Activity: Reproduce all entries precisely as they are written.

__________________________________________________

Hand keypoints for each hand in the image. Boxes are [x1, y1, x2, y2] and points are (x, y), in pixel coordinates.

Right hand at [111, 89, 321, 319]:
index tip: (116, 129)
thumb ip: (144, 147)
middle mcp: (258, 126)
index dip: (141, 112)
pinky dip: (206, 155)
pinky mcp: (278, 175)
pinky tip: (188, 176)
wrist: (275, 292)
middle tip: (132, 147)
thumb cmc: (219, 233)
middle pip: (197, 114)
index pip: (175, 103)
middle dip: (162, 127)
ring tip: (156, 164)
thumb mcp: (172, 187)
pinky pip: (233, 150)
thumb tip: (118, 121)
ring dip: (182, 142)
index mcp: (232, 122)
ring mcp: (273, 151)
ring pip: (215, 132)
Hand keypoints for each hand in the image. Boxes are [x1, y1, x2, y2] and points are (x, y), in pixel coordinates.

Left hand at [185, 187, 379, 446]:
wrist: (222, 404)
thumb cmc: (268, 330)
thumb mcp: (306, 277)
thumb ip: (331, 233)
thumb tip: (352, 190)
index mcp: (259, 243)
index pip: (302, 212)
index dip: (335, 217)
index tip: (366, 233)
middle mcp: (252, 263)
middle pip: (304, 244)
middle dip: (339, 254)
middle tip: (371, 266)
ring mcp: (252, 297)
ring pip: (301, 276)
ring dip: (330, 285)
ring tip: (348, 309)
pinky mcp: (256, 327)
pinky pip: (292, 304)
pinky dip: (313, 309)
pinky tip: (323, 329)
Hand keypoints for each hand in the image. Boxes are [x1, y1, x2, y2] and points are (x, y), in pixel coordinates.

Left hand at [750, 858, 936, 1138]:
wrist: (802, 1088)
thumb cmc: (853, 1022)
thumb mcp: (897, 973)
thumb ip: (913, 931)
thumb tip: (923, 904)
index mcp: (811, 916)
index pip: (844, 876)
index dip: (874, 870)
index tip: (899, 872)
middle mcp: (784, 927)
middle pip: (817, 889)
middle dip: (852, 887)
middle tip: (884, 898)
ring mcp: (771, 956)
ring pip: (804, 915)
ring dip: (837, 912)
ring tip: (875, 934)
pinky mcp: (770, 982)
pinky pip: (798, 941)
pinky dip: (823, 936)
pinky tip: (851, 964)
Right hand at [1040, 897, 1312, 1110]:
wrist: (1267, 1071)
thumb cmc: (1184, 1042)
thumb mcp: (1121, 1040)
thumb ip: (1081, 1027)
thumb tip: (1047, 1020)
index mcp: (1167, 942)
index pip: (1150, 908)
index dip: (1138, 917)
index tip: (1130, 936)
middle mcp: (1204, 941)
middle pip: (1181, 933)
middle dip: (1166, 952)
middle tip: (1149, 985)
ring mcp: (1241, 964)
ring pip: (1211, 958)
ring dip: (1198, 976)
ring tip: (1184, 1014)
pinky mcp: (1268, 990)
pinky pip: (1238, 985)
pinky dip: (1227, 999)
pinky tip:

__________________________________________________

Completed task:
Hand keypoints for each hand in the image. Boxes are [x1, y1, x2, y2] and points are (x, y), in pixel coordinates.

Right hand at [111, 89, 321, 319]:
index tip: (116, 129)
thumb ip: (144, 147)
middle mcp: (258, 126)
index dip: (141, 112)
pinky dip: (206, 155)
pinky mcp: (278, 175)
pinky tip: (188, 176)
wrist: (275, 292)
middle tip: (132, 147)
thumb cmc: (219, 233)
middle pip: (197, 114)
index pip: (175, 103)
middle dip: (162, 127)
ring tip: (156, 164)
thumb mcp: (172, 187)
pinky pip: (233, 150)
thumb tip: (118, 121)
ring dip: (182, 142)
index mcp: (232, 122)
ring mcp: (273, 151)
ring pip: (215, 132)
Hand keypoints for each hand in the image. Boxes are [x1, y1, x2, y2] and points are (x, y), in pixel coordinates.

Left hand at [185, 187, 379, 446]:
wrist: (222, 404)
thumb cmc: (268, 330)
thumb mcp: (306, 277)
thumb ip: (331, 233)
thumb tip: (352, 190)
index mcp: (259, 243)
index pip: (302, 212)
index dip: (335, 217)
index tip: (366, 233)
middle mcp: (252, 263)
middle pip: (304, 244)
middle dip: (339, 254)
middle tip: (371, 266)
ring mcp: (252, 297)
ring pip: (301, 276)
ring dip: (330, 285)
ring tip: (348, 309)
pinky mcp: (256, 327)
pinky pip: (292, 304)
pinky dip: (313, 309)
pinky tip: (323, 329)
Hand keypoints for each hand in the image. Boxes are [x1, y1, x2, y2] and points are (x, y), in pixel coordinates.

Left hand at [750, 858, 936, 1138]:
wrist: (802, 1088)
thumb cmc: (853, 1022)
thumb mcp: (897, 973)
thumb ip: (913, 931)
thumb tip: (923, 904)
index mcp: (811, 916)
index pip: (844, 876)
index dip: (874, 870)
index tip: (899, 872)
middle mcp: (784, 927)
middle pip: (817, 889)
middle dip: (852, 887)
middle tip: (884, 898)
ring mcp: (771, 956)
ring pip: (804, 915)
ring dip: (837, 912)
ring tip: (875, 934)
pinky mcp: (770, 982)
pinky pip: (798, 941)
pinky dip: (823, 936)
pinky tip: (851, 964)
Right hand at [1040, 897, 1312, 1110]:
wrist: (1267, 1071)
thumb cmc: (1184, 1042)
thumb mcp: (1121, 1040)
thumb ip: (1081, 1027)
thumb tip: (1047, 1020)
index mcp: (1167, 942)
index pip: (1150, 908)
index dip: (1138, 917)
index tip: (1130, 936)
middle mcp: (1204, 941)
middle pip: (1181, 933)
middle dip: (1166, 952)
middle tip: (1149, 985)
ring mcp: (1241, 964)
ring pip: (1211, 958)
ring dip: (1198, 976)
ring tip: (1184, 1014)
pinky mcp: (1268, 990)
pinky pip: (1238, 985)
pinky dip: (1227, 999)
pinky tip:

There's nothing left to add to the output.